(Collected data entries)
--- START ---
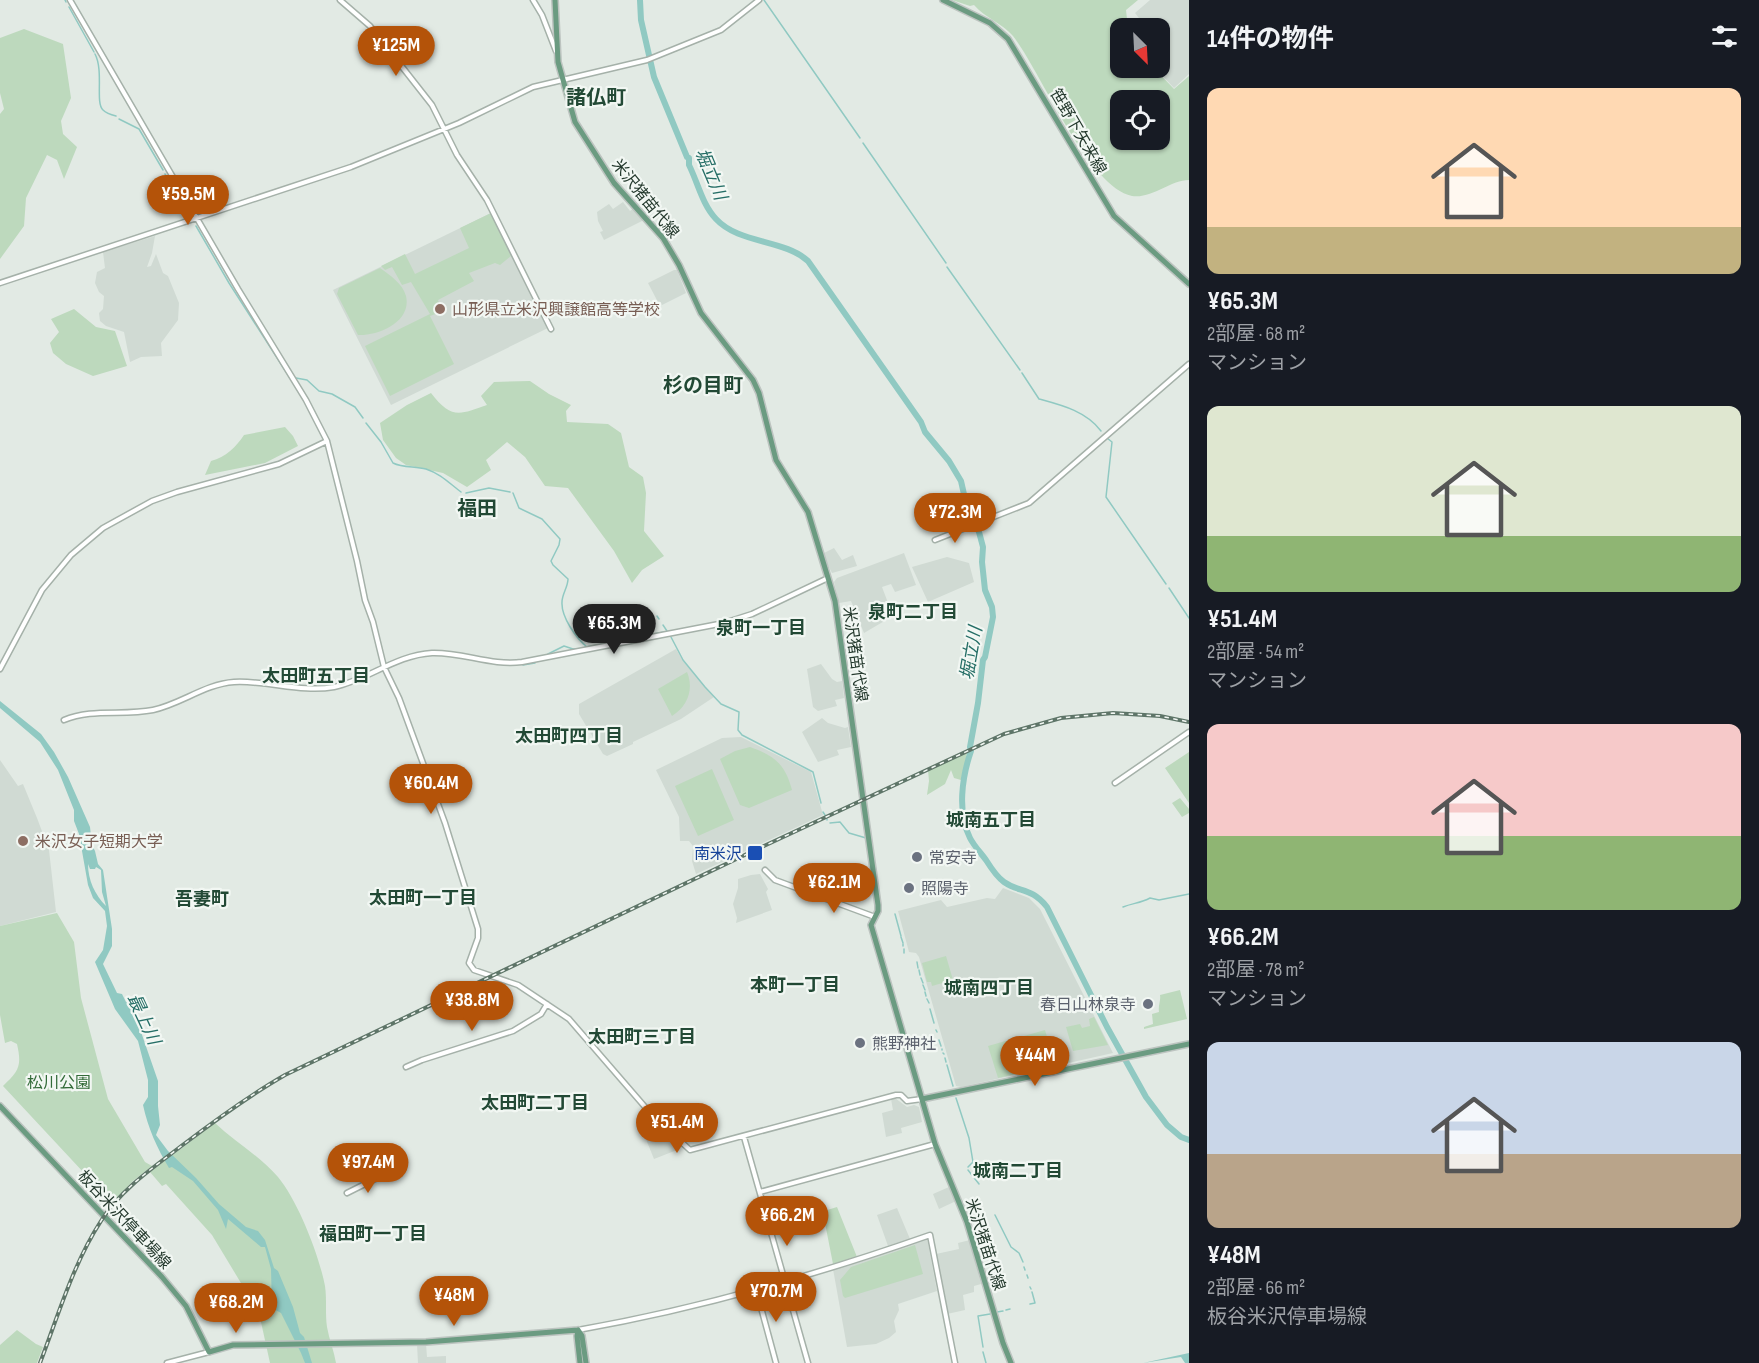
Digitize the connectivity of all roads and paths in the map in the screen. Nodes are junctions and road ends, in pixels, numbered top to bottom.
1 (70, 0) edge
2 (340, 0) edge
3 (533, 0) edge
4 (555, 0) edge
5 (759, 0) edge
6 (943, 0) edge
7 (557, 53) junction
8 (562, 79) junction
9 (444, 129) junction
10 (196, 219) junction
11 (0, 284) edge
12 (1189, 284) edge
13 (551, 329) dead end
14 (1189, 364) edge
15 (327, 441) junction
16 (935, 540) dead end
17 (829, 578) junction
18 (384, 667) junction
19 (0, 669) edge
20 (64, 720) dead end
21 (1189, 732) edge
22 (1115, 783) dead end
23 (765, 870) dead end
24 (875, 917) junction
25 (547, 1005) junction
26 (1189, 1044) edge
27 (406, 1067) dead end
28 (922, 1099) junction
29 (0, 1106) edge
30 (744, 1137) junction
31 (935, 1144) junction
32 (403, 1165) dead end
33 (760, 1192) junction
34 (347, 1193) dead end
35 (785, 1281) junction
36 (756, 1289) junction
37 (579, 1330) junction
38 (209, 1352) junction
39 (167, 1363) edge
40 (580, 1363) edge
41 (586, 1363) edge
42 (776, 1363) edge
43 (808, 1363) edge
44 (955, 1363) edge
45 (1011, 1363) edge

1 - 10 street
2 - 9 street
3 - 7 street
4 - 7 main road, 米沢猪苗代線
5 - 8 street
6 - 12 main road, 笹野下矢来線
7 - 8 main road, 米沢猪苗代線
8 - 9 street
8 - 17 main road, 米沢猪苗代線
9 - 10 street
9 - 13 street
10 - 11 street
10 - 15 street
14 - 16 street
15 - 18 street
15 - 19 street
17 - 18 street
17 - 24 main road, 米沢猪苗代線
18 - 20 street
18 - 25 street
21 - 22 street
23 - 24 street
24 - 28 main road, 米沢猪苗代線
25 - 27 street
25 - 30 street
26 - 28 main road
28 - 30 street
28 - 31 main road, 米沢猪苗代線
29 - 38 main road, 板谷米沢停車場線
30 - 33 street
31 - 33 street
31 - 45 main road, 米沢猪苗代線
32 - 34 street
33 - 35 street
35 - 36 street
35 - 43 street
35 - 44 street
36 - 37 street
36 - 42 street
37 - 38 main road
37 - 40 main road
37 - 41 main road
38 - 39 street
--- END ---
■ Activity ■
One number is the expected answer: the count of lines above that hold the word "米沢猪苗代線".

■ Answer for this exercise ■
7